K.F.R - L'Enfer à sa source [Purity Through Fire - 2019]L'Enfer à sa source is the 8th full-length album from French project K.F.R- and what we have here is an extremely noisy, soured, often slurred and at-times crudely ritual take on the black metal form. The album comes in the form of a 12” vinyl release on Purity Through Fire, and is ltd to 199 copies. K.F.R project started life in around 2014- it’s a one man project all revolving around one Maxime Taccardi. And seemingly over the project's existence, the sound has blended in elements of dark ambient, industrial, rap(!?), and synth horror sound-tracking. For this release the focus is very much on sparse, often slurred slow, and crude blacked metal- which is attempting to be as wonky & unwell as possible.
L'Enfer à sa source takes in six tracks- with runtimes between two & twelve minutes- with a total album runtime of just shy of fifty minutes. Things start off decidedly disorientating & ultra grim with the just under eight minutes of "L'enfer, c'est toi"- where we find a decidedly blunt & hazed blend of blurred black guitar buzz & doom hover, swarming & pitch shifting ambenice, simplistic struck ritual cymbal work( which is high in the mix), and croaked & growled vocals. At moments you can make out more formal drums & possible bass- but mostly the whole thing flows into haphazard & lose blur/ or dragged out smudge of the black metal form- with the pace swinging randomly between haphazardly speedy & pulled-out doomed. The third track "Simulacre de Chair" is an instrumental track which really pushes the levels of wonkiness & sliding discord to new levels as we get a slowly detuning guitar, blended with lo-fi pitch shifting ambeince- it really is one of the most discordant & ear grating examples of the metal form I've heard in some time.

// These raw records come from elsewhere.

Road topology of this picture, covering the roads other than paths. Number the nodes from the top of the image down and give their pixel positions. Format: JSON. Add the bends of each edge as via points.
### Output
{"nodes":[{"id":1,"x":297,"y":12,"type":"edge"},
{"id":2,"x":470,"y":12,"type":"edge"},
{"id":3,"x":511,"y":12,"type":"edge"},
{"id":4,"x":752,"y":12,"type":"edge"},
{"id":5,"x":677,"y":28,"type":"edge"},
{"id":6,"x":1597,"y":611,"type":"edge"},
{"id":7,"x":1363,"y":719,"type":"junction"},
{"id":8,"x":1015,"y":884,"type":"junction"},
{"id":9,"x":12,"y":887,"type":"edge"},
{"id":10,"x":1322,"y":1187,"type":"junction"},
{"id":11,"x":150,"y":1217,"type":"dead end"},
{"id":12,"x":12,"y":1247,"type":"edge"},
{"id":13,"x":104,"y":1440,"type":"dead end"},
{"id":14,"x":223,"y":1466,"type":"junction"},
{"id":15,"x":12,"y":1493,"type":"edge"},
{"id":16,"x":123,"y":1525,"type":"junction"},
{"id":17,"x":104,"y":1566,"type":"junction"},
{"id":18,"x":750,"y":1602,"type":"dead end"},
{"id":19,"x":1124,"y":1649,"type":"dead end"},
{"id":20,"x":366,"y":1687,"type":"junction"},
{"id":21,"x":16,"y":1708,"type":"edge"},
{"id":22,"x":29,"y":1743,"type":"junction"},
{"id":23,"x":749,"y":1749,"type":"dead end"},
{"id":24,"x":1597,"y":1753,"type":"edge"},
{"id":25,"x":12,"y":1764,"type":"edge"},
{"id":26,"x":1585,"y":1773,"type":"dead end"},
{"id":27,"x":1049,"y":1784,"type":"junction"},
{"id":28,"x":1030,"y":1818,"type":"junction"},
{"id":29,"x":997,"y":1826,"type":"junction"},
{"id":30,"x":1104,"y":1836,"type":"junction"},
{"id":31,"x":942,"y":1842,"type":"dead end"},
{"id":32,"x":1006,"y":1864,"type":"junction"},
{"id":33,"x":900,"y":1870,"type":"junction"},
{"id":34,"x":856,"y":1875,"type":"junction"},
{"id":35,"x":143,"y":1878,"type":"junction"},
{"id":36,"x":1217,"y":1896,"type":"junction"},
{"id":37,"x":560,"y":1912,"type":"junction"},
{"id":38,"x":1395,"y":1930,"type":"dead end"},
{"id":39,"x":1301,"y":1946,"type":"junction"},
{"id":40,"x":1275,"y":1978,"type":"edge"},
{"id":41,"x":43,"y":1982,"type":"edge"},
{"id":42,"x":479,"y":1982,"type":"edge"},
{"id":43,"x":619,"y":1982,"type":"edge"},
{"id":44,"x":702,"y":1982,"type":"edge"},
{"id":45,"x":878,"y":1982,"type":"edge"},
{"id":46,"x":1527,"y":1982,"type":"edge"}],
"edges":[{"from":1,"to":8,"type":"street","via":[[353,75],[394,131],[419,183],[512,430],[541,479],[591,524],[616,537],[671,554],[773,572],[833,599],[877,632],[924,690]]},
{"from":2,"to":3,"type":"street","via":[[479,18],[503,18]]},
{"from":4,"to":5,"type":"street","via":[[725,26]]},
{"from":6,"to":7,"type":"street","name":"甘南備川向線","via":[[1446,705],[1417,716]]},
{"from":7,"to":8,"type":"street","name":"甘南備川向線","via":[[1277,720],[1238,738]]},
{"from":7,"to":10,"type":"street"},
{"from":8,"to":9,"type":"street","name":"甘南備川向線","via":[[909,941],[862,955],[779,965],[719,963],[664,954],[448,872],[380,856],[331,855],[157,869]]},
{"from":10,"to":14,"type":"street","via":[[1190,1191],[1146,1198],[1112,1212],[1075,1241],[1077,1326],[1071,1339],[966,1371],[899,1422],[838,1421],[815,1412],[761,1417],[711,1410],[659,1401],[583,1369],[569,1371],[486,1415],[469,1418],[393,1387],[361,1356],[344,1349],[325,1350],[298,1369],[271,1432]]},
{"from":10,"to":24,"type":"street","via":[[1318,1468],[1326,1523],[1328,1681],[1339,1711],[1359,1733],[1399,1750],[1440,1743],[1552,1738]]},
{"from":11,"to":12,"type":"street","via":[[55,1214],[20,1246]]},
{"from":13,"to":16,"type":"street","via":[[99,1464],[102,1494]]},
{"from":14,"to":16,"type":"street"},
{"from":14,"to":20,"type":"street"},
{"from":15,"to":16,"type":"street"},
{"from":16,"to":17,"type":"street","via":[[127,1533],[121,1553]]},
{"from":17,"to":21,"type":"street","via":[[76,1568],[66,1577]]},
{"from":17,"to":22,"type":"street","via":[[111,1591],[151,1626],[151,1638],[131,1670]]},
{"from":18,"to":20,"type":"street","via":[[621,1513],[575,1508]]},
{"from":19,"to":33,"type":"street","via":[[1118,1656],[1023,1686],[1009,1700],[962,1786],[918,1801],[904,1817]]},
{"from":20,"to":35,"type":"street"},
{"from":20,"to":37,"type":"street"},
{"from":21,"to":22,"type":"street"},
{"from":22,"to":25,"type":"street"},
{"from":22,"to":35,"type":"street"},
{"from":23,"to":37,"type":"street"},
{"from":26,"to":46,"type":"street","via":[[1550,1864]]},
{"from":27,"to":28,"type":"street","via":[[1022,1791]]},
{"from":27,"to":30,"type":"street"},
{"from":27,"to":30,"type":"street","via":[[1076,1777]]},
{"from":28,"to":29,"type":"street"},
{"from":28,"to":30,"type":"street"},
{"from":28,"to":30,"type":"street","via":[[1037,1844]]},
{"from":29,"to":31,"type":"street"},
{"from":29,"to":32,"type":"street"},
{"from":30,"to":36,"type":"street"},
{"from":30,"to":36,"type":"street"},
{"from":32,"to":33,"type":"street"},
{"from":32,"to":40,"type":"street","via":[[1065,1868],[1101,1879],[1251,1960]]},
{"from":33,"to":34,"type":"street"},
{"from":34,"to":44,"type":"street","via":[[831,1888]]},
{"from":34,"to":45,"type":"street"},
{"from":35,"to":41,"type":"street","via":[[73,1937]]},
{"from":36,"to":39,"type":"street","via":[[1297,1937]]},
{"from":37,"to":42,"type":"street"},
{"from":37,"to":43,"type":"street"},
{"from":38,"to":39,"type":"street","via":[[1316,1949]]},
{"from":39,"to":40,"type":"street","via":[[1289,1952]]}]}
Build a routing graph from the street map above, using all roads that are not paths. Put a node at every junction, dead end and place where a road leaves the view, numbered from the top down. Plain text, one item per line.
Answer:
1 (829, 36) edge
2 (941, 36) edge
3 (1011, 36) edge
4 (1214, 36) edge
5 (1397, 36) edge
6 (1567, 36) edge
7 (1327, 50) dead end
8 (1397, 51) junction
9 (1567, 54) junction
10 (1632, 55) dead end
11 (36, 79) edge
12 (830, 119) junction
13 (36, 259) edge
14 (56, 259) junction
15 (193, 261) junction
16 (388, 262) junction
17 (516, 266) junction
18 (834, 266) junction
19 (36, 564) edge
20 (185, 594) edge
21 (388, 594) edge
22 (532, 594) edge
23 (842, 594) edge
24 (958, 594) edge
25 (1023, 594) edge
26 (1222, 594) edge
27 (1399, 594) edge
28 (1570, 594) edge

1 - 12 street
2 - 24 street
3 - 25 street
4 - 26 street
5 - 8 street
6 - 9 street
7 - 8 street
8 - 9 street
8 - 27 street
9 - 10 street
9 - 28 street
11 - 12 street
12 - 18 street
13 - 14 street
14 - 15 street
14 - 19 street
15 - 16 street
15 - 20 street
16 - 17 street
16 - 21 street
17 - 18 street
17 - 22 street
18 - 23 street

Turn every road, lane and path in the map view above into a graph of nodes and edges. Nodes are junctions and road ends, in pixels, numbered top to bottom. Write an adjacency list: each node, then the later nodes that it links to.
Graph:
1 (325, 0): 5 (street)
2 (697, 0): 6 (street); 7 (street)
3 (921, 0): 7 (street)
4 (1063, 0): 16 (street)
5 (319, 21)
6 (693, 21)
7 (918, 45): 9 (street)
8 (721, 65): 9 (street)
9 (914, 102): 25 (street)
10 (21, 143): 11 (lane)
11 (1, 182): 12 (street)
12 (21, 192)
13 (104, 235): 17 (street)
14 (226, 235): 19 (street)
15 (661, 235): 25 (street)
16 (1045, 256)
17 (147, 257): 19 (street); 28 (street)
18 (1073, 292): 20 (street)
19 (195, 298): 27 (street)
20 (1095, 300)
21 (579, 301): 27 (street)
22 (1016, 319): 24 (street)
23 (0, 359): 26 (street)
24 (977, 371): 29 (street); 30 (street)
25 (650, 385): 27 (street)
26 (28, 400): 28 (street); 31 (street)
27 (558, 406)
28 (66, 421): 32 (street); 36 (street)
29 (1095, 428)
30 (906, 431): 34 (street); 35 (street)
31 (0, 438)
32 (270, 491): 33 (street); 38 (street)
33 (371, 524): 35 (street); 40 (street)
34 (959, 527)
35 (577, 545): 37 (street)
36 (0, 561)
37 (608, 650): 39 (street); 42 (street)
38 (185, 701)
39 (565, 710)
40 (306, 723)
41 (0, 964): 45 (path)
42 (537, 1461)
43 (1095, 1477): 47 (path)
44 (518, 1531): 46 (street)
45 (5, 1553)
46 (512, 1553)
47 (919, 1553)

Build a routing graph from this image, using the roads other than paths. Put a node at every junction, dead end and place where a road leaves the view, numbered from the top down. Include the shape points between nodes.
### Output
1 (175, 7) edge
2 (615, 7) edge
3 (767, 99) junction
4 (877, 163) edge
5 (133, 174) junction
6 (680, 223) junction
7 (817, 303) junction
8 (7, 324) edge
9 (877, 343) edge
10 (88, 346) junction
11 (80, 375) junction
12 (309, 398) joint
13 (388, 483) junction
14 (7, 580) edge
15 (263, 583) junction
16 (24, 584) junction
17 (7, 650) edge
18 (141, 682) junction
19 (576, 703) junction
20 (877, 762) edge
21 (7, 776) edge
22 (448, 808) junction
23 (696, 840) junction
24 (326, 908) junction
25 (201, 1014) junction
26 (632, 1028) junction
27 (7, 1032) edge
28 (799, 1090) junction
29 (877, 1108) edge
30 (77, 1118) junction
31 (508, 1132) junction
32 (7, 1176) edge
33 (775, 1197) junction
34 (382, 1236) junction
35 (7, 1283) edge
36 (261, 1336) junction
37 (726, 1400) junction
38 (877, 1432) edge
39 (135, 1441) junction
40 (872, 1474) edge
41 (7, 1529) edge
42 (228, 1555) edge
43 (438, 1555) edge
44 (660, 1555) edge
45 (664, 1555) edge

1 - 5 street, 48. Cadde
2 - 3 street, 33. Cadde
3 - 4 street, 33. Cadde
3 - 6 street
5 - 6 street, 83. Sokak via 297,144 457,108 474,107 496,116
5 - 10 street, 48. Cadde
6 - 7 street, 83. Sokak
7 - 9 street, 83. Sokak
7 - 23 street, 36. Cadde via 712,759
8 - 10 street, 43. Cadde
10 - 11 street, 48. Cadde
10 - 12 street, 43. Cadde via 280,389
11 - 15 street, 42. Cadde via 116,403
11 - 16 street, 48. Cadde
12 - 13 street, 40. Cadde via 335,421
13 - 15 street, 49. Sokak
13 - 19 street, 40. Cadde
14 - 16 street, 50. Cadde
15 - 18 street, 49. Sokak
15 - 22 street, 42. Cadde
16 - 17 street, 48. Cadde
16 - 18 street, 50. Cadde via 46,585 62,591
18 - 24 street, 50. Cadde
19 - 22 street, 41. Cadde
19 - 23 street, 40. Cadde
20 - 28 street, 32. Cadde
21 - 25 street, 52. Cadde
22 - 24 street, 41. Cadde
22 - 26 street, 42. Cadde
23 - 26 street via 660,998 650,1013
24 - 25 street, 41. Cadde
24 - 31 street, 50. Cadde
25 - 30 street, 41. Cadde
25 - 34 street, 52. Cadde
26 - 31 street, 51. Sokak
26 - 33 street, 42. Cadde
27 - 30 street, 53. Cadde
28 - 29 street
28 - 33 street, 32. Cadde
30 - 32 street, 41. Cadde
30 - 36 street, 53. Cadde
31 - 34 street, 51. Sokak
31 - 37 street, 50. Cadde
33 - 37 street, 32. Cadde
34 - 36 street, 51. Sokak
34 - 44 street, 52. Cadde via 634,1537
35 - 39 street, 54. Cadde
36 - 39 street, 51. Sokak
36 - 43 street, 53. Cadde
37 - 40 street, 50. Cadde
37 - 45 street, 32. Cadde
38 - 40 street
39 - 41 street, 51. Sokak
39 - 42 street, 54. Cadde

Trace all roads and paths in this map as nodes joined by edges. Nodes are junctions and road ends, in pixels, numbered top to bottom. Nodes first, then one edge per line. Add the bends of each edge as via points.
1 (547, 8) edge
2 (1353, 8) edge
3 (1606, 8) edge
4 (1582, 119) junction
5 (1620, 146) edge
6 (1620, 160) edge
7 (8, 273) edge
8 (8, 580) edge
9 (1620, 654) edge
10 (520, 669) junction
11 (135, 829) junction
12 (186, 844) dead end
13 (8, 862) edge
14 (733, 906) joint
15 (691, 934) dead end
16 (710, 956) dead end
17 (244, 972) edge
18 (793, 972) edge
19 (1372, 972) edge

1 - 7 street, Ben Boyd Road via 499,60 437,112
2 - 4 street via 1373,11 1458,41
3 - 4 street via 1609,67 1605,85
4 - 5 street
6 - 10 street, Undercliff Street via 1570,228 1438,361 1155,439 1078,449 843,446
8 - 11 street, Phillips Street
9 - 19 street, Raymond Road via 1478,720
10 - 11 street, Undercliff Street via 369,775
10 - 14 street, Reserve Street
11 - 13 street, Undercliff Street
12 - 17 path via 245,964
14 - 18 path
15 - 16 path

The second side just features two epic examples of the project's souring of the blacked metal form- first, we have the just over nine minutes of "Anathème de l'envie"- this sees sour cat wailing & pitch descending guitars harmonics, barren strums, and barely there drums added to crawling croaks & almost sloppy ritual drum hits. Then the albums topped off with the twelve & half-title track- which moves from sourly simmer synth & guitar ambeince slammed with random pockmarks of chugging- reverb stretched guitar. Onto speedy & blurred black metal smears all topped off with grunted & growled French vocals- with the track ending with a pulled out & an extremely soured blend of pitch-shifted guitar, feedback forks, and bleak harmonics.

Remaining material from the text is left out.